Entries shown ->
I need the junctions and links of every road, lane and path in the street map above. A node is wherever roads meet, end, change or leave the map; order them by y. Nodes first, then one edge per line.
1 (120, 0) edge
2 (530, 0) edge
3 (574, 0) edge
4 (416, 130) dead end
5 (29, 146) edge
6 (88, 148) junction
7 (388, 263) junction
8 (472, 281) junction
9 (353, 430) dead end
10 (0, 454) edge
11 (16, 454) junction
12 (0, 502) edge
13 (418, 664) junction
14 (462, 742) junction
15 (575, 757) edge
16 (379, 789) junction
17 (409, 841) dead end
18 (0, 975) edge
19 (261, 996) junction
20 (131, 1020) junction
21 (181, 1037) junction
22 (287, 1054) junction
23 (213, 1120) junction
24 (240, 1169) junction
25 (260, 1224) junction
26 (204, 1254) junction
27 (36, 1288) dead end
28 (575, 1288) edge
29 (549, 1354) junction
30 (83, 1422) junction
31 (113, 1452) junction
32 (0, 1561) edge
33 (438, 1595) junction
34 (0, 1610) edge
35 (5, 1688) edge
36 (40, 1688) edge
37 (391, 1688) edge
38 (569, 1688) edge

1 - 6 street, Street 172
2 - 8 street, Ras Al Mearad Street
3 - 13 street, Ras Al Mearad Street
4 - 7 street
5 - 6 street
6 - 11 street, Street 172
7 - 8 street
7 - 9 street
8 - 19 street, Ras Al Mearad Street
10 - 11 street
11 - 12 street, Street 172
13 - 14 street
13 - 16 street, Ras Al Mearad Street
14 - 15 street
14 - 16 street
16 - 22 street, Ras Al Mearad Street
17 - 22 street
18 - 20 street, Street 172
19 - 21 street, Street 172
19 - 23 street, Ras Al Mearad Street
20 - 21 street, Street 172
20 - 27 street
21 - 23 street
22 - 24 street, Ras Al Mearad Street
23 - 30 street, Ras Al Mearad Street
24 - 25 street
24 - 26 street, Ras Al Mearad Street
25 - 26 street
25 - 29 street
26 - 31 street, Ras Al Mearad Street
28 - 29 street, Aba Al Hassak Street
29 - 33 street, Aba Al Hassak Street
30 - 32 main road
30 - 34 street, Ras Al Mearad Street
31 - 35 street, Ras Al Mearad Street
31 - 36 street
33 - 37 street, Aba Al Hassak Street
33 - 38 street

Work task ->
Work out how many lines in the material contain the string "dead", then write that number and nothing more.

Response area ->
4